Veronica vit son père sortir un ordinateur portable.
« Un petit génie a remonté la trace d’une infraction sur le site qui aurait menacé la santé informatique de notre école libre et publique. L’adresse IP correspond à une des lignes de Langley.
- Impossible !
- Jack, pas d’affirmation péremptoire. Nous savons tous les deux que la CIA peut faire bien plus.
- Non, ce que je veux dire, c’est pourquoi la CIA se bloquerait elle-même sur cette affaire ? Quasiment tous les services sont sur ce problème. Une centaine de pseudo-terroristes lycéens de ce pays a de quoi rendre fou et parano nos dirigeants !
- C’est un bon moyen de vous occuper, peut-être ? »
De nouveau un blanc. Comme si Jack digérait l’information. « Peut-être. Ecoute, je vais voir ce que je peux faire, Keith. » L’ex-shérif sortit un DVD de l’ordinateur. « Toutes les infos sont dessus. » Jack s’empressa de mettre le disque dans une de ses poches. « Très bien, dès que j’ai du nouveau, je te contacte par le même canal que celui que tu as utilisé.
- Pas de problème. C’est toujours un plaisir que de faire affaire avec vous, Brother Justin. Et mes amitiés à Sydney. » Jack donna une claque sur l’épaule de Keith. « Prenez bien soin de vous, Miss Kim. Et mes salutations à Veronica. »

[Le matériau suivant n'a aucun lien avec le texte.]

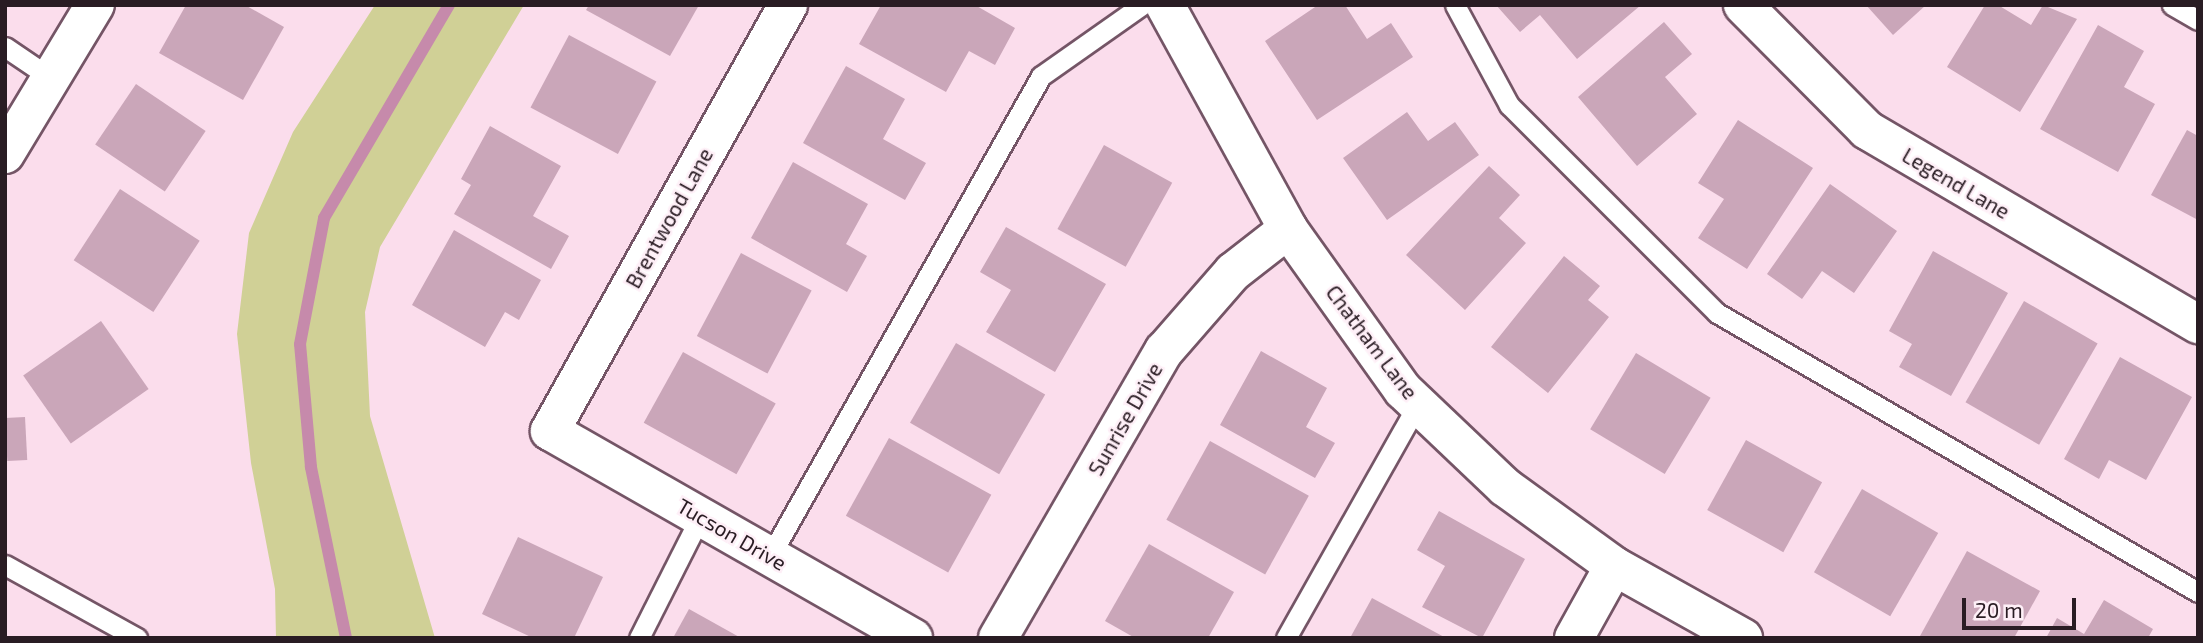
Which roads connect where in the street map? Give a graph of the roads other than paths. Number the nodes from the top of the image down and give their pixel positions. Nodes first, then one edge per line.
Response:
1 (94, 5) edge
2 (788, 5) edge
3 (1142, 5) edge
4 (1165, 5) edge
5 (1455, 5) edge
6 (1743, 5) edge
7 (2172, 5) edge
8 (2198, 20) edge
9 (5, 47) edge
10 (51, 78) junction
11 (5, 154) edge
12 (1289, 229) junction
13 (2198, 324) edge
14 (1418, 404) junction
15 (550, 431) joint
16 (700, 517) junction
17 (770, 556) junction
18 (5, 565) edge
19 (1614, 566) junction
20 (2198, 592) edge
21 (136, 638) edge
22 (639, 638) edge
23 (913, 638) edge
24 (998, 638) edge
25 (1286, 638) edge
26 (1574, 638) edge
27 (1743, 638) edge

1 - 10 street
2 - 15 street, Brentwood Lane
3 - 17 lane
4 - 12 street, Chatham Lane
5 - 20 lane
6 - 13 street, Legend Lane
7 - 8 lane
9 - 10 lane
10 - 11 street
12 - 14 street, Chatham Lane
12 - 24 street, Sunrise Drive
14 - 19 street, Chatham Lane
14 - 25 lane
15 - 16 street, Tucson Drive
16 - 17 street, Tucson Drive
16 - 22 lane
17 - 23 street, Tucson Drive
18 - 21 lane
19 - 26 street
19 - 27 street, Chatham Lane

Toujours souriant de leur bonne blague et sans autre mot, les deux hommes se séparèrent.
Veronica les regarda s’éloigner. Quand ils disparurent, elle rangea son matériel, consciente que, comme son père avait dit, son affaire semblait bien trop grosse pour elle désormais.
Arrivée à la voiture, Backup lui fit une fête d’enfer, mais sa maîtresse ne lui accorda pas beaucoup d’attention, trop occupée à réfléchir sur la conduite a adopté désormais.